# Variational Autoencoders
### Faustine Li and Luyang Wang 

--------------------

### Abstract

Variational autoencoders (VAE) are a popular unsupervised learning method. Built on top of neural networks, powerful function approximators, VAEs can do efficient posterior inference on complicated distributions. Because the data is encoded in a lower dimensional latent variable space, dimensionality reduction / compression is a common application. They are often trained with images, where they encode the several hundreds or thousands of pixels into a single digit number of latent variable parameters. VAEs can also be thought of as a generative probability model; realistic new images can be produced from a sample from the latent variable space. In this project, we build a variational autoencoder from sratch in Python and train it on MNIST handwritten digit images.

### 1. Introduction

####  1.1 Background

Variational autoencoders are primarily a form of a generative model; they produce data that is similar to, but not exactly like the data they are trained on. The data is often very high dimensional such as images, text, or speech. Trying to design a model from stratch that can produce, for example, realistic images of cats would be increadibly daunting. Not only is there considerable variation among different breeds of cats, but they are notorious deformable. VAEs have become a popular research topic because they can reduce the dimensionality of complex data into a latent variable representation. Generating new data points can be easily thought of as taking a sample from the latent probability distribution.

As a way of example, consider a data point $x \in X$. This could be a set of pixel intensities in an image of a handwritten digit. We assume that there is an unknown distribution with parameters $\theta$ that produced the image. We also assume that there is a latent variable $z$ from some distribution with parameters $\phi$ that is unobserved, but influences that data generation step. Therefore $x$ comes from the conditional distribution $p(x \mid z, \ \theta)$. Below is a figure that illustrates the probability model as a diagram. Each data point $x_i \in \{ x_1, \cdots, x_N \}$ is influenced by a random variable $z_i$ and unknown parameters $\theta$.

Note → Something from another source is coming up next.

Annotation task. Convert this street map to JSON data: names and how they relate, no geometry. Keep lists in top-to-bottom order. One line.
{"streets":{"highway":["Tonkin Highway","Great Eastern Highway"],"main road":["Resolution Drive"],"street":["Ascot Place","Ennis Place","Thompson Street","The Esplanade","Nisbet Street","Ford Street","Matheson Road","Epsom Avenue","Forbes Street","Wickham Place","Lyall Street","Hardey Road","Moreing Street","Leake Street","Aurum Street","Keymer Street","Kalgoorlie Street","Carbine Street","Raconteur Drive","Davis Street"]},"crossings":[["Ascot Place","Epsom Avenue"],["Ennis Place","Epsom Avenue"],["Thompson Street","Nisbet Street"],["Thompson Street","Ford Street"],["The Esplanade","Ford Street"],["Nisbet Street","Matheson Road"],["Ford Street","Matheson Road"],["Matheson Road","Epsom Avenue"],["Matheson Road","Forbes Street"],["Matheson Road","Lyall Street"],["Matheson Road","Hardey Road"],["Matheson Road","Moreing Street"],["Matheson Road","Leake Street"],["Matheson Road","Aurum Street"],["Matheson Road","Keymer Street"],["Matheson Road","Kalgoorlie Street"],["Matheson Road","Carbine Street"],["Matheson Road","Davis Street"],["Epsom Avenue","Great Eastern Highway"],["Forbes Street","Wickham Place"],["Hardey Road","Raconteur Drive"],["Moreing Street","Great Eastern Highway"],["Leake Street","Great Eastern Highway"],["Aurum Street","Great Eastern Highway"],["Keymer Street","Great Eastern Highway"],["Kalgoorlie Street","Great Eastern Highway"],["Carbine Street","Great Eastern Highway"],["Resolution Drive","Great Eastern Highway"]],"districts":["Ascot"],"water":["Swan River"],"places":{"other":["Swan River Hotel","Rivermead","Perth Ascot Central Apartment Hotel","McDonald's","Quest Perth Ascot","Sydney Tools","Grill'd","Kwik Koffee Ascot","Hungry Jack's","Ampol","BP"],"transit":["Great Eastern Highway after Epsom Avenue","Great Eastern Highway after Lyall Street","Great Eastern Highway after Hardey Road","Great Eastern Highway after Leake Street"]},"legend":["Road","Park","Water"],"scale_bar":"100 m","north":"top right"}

![](resources/figure1.png)


#### 1.2 Variational Inference

If we could estimate the parameters of $p(x; \theta)$, the marginal likelihood, then we could sample a new data point from it. We have found parameters for the generative model. From the rules of probability, we can integrate out the latent variable.

$$p(x; \theta) = \int p(z) \ p(x \mid z) \ dz$$

The distribution $p(z)$ is assumed to be from some parametric model - in the case of VAEs often just $N(0, I)$. This is also called the prior in Bayesian inference. The term $p(x \mid z)$ is the conditional distribution. However, for very complex distributions the integral quickly becomes intractable. Other methods of inference such as MCMC are computationally expensive and have problems scaling with very large datasets. A method called variational inference seeks to very efficiently estimate parameters of even very complicated data.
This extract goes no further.